**WHAT NEEDS TO BE DONE:** Which lines below include "highway"? Copy them all.
---- RECORDS TO USE
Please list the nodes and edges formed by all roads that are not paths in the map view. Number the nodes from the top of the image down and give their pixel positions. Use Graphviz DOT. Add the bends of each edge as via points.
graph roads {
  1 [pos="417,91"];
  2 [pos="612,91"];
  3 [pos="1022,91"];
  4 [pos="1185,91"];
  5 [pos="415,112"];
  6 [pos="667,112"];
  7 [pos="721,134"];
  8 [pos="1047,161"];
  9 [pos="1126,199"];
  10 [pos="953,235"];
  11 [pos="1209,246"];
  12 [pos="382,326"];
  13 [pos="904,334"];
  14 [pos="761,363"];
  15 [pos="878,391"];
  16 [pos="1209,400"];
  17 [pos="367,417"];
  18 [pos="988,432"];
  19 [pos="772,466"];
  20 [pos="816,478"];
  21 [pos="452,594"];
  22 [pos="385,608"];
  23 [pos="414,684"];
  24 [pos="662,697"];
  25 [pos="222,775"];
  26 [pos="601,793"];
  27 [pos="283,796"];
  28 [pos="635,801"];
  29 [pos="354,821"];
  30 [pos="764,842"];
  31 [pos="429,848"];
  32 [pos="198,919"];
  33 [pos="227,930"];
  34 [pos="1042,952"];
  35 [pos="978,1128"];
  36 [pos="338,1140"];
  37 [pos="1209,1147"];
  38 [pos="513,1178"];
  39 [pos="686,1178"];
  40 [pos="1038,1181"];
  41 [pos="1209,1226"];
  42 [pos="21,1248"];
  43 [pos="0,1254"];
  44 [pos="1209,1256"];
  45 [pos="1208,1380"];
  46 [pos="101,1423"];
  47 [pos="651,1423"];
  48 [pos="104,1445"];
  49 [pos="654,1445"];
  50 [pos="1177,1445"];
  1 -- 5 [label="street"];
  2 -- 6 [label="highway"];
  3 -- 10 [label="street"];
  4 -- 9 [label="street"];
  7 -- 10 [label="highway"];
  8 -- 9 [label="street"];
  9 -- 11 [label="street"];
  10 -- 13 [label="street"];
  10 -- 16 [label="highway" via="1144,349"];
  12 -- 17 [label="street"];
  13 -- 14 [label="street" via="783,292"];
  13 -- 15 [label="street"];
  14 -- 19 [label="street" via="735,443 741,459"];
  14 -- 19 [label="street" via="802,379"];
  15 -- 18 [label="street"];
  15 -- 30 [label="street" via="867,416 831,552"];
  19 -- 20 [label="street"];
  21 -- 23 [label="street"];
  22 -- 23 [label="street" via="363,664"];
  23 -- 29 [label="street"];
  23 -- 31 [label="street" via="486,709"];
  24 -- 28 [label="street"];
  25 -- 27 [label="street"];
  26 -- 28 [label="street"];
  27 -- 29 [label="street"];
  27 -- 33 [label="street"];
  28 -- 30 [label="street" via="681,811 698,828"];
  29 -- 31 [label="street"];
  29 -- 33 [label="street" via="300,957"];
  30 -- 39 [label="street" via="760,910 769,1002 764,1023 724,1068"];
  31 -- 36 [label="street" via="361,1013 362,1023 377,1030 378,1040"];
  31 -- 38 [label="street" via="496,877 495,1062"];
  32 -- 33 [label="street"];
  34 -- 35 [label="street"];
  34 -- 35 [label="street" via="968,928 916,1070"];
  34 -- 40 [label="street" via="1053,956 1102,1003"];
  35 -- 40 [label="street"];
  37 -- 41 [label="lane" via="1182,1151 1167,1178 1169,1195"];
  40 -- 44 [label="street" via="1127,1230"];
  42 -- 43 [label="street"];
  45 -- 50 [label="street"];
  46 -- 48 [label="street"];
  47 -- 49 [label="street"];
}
--------
**EXERCISE ANSWER:**
  2 -- 6 [label="highway"];
  7 -- 10 [label="highway"];
  10 -- 16 [label="highway" via="1144,349"];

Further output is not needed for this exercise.